Strache ignore qu’il est filmé à son insu pendant les six heures que dure leur entretien. À ses côtés se tient un autre responsable du Fpö, Johann Gudenus, russophone et admirateur du président Vladimir Poutine. Si l’on se souvient des liens assumés entre le Fpö et « Russie unie », le parti de Poutine, il est difficile de comprendre comment Strache a pu tomber dans un piège aussi grossier. Et au moment où cet article est rédigé[1], nous ne disposons d’aucune certitude sur les instigateurs du guet-apens. Quoi qu’il en soit, la publication de la vidéo de cette rencontre par des médias allemands, à la veille des élections européennes, a ébranlé l’Autriche. L’alliance de gouvernement entre le Övp (Österreichische Volkspartei, « Parti populaire autrichien »), le parti conservateur dirigé par le chancelier Sebastian Kurz, et le Fpö de Strache, qui détenait le poste de vice-chancelier, n’a pas résisté au choc.

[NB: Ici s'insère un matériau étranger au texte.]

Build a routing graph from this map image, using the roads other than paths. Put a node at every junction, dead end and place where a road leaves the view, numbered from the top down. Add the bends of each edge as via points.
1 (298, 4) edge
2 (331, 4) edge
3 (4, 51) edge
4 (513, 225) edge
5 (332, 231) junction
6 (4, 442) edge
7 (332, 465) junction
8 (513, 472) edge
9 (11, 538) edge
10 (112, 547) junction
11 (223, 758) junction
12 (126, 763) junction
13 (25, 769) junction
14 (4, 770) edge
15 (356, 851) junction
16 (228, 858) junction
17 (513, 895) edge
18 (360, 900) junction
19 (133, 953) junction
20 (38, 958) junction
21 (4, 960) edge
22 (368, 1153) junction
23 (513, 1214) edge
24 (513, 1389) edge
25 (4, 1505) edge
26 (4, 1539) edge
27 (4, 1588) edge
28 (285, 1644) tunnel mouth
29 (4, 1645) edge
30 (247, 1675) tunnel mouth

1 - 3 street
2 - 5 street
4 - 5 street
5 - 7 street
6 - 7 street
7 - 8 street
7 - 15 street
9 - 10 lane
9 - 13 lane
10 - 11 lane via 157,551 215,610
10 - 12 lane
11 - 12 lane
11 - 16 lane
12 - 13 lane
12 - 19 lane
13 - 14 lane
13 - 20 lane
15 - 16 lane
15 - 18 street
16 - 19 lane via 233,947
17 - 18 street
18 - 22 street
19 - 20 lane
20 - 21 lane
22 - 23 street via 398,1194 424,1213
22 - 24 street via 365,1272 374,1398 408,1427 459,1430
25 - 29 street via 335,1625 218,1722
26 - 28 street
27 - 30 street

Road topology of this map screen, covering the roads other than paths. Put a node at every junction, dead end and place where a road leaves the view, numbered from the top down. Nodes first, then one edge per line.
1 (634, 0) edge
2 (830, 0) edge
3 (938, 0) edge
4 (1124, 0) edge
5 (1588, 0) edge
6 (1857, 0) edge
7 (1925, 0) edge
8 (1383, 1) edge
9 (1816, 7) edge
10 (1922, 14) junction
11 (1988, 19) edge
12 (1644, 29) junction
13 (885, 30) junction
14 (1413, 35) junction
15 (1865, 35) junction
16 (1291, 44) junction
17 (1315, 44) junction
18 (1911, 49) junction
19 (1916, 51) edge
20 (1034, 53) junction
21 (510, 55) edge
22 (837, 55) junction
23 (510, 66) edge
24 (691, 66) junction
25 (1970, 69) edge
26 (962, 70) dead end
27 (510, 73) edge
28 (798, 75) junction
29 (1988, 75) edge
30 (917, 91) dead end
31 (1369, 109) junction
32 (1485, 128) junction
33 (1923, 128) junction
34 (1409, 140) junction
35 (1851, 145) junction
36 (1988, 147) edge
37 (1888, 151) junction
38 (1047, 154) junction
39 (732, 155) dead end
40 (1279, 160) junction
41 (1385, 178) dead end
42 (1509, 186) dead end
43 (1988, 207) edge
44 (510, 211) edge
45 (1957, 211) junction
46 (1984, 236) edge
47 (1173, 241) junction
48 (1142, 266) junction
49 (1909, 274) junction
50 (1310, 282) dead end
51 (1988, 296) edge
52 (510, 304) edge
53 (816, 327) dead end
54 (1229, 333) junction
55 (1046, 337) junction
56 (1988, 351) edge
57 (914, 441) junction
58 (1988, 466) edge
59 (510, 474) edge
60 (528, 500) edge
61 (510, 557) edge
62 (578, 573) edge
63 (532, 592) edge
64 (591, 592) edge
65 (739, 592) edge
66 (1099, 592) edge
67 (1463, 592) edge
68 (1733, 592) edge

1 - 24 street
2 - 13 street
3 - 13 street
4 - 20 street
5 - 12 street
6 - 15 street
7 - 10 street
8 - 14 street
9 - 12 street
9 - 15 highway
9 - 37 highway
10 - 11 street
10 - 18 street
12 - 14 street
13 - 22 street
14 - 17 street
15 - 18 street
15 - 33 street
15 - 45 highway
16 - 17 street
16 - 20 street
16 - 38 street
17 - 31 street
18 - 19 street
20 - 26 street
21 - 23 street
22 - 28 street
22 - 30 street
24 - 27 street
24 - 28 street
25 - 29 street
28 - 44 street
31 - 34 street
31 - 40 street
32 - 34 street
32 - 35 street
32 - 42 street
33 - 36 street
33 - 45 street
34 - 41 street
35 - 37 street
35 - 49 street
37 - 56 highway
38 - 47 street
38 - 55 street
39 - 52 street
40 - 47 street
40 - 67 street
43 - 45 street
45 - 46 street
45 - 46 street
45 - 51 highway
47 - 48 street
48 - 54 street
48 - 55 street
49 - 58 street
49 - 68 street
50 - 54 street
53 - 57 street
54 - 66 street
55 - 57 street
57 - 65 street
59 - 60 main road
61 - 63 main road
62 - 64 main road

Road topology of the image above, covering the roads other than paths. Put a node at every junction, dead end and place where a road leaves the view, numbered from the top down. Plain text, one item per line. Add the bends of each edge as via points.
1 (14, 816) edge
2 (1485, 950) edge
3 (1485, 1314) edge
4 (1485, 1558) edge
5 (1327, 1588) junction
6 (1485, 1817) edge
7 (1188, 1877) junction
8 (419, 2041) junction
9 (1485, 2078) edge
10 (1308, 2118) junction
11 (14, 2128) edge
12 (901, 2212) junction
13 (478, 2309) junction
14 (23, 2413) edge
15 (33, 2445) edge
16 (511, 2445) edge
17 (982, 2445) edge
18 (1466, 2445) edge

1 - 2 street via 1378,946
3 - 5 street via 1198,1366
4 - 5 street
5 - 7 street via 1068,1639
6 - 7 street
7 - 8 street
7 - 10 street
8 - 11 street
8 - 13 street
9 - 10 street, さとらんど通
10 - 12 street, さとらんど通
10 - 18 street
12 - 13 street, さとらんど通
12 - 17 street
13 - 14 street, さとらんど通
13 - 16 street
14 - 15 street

Dans les extraits divulgués, on voyait Strache expliquer comment contourner la loi sur le contrôle du financement des partis, et citer de grands noms de l’industrie, de l’immobilier, du commerce et des jeux de hasard, en Autriche et en Allemagne, qui ont recours à ce stratagème pour soutenir le Fpö.
Mais c’est la suite qui scelle le sort de Strache : il conseille à son interlocutrice d’entrer dans le capital du quotidien Kronen-Zeitung. Ce tabloïd, d’une puissance inégalée dans le monde entier si l’on considère la proportion de la population concernée (plus de deux millions de lecteurs sur 8, 8 millions d’habitants), a souvent relayé et amplifié des courants d’opinion xénophobes et anti-européens, y compris en faisant la part belle au Fpö. Mais Strache voulait plus, d’autant que le jeune prodige conservateur, Sebastian Kurz, qui avait ravi au Fpö l’essentiel de son discours anti-immigrés, était traité désormais par ce journal avec autant de bienveillance que lui-même.
« À l’abri des regards »
« Tu vois », dit Strache à l’adresse de Gudenus, qui officiait comme traducteur, « dès qu’elle [la supposée nièce de l’oligarque russe] prendra la Kronen Zeitung, il faudra se rencontrer à l’abri des regards, et là, à la Kronen Zeitung, tsac, tsac tsac : il y aura trois ou quatre personnes à dégager » – une phrase que Strache souligne d’un ample geste du bras balayant l’espace. « De toute manière », ajoute-t-il, « les journalistes sont les plus grandes p… de cette planète ». Il promet qu’une fois que le Fpö aura conquis le pouvoir, la nièce de l’oligarque sera assurée d’emporter de nombreux contrats publics…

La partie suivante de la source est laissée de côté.